El Antiguo Testamento habla de la purificación ultraterrena (cf. 2 M 12,40-45). San Pablo en la primera carta a los Corintios (1 Co 3,10-15) presenta la purificación cristiana, en esta vida y en la futura, a través de la imagen del fuego; fuego que de algún modo emana de Jesucristo, Salvador, Juez, y Fundamento de la vida cristiana. Aunque la doctrina del Purgatorio no ha sido definida formalmente hasta la Edad Media (cf. DH 856, 1304), la antiquísima y unánime práctica de ofrecer sufragios por los difuntos, especialmente mediante el santo Sacrificio eucarístico, es indicio claro de la fe de la Iglesia en la purificación más allá de la muerte. No tendría sentido rezar por los difuntos si no podían ser ayudados.
El purgatorio puede ser considerado por lo tanto como un estado de temporánea y dolorosa lejanía de Dios, en el que se perdonan los pecados veniales, se purifica la inclinación al mal que el pecado deja en el alma, y se supera la “pena temporal” debida al pecado.
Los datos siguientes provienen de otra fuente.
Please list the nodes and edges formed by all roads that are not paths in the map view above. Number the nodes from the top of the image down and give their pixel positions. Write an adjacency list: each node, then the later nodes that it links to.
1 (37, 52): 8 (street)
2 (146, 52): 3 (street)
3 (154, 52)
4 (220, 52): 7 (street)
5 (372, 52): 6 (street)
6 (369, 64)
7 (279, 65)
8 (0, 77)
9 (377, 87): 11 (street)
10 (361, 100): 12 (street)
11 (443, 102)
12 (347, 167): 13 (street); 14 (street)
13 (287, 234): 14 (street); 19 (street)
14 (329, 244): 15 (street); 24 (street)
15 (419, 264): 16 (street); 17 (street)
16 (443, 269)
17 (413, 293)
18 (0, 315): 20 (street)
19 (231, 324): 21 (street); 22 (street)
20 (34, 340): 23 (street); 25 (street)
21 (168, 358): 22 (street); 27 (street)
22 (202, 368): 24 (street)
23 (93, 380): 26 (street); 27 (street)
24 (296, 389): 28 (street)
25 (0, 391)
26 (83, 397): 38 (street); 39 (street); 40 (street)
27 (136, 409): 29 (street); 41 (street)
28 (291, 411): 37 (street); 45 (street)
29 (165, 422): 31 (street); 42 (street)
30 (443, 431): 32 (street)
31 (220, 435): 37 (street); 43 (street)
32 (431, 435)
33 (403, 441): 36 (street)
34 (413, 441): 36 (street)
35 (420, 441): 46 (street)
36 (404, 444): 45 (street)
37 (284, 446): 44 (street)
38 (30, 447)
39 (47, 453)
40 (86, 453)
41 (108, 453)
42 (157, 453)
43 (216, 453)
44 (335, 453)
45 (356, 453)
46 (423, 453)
En efecto, el pecado no sólo ofende a Dios y daña al mismo pecador, sino que, por medio de la comunión de los santos, daña a la Iglesia, al mundo, a la humanidad entera. Pero la oración de la Iglesia por los difuntos restablece de algún modo el orden y la justicia y nos reconcilia definitivamente con Dios.
En el purgatorio se sufre mucho, según la situación de cada uno. Sin embargo, se trata de un dolor con un gran significado, «un dolor bienaventurado» (Benedicto XVI, Spe salvi, 47). Por ello, se invita a los cristianos a buscar la purificación de los pecados en la vida presente mediante la contrición, la mortificación, la reparación y la vida santa.
Paul O’Callaghan
Bibliografía básica
— Catecismo de la Iglesia Católica, 988-1050.
Lecturas recomendadas
— San Juan Pablo II, Catequesis sobre el Credo IV: Credo en la vida eterna, Palabra, Madrid 2000 (audiencias desde el 25-V-1999 hasta el 4-VIII-1999).
— Benedicto XVI, Spe salvi, 30-XI-2007.
— San Josemaría, Homilía La esperanza del cristiano, en Amigos de Dios, 205-221.
[1] Cf. Instrucción Ad Resurgendum cum Christo, de la Congregación de la Doctrina de la fe (2016), acerca de la sepultura de los difuntos y la conservación de las cenizas en caso de cremación.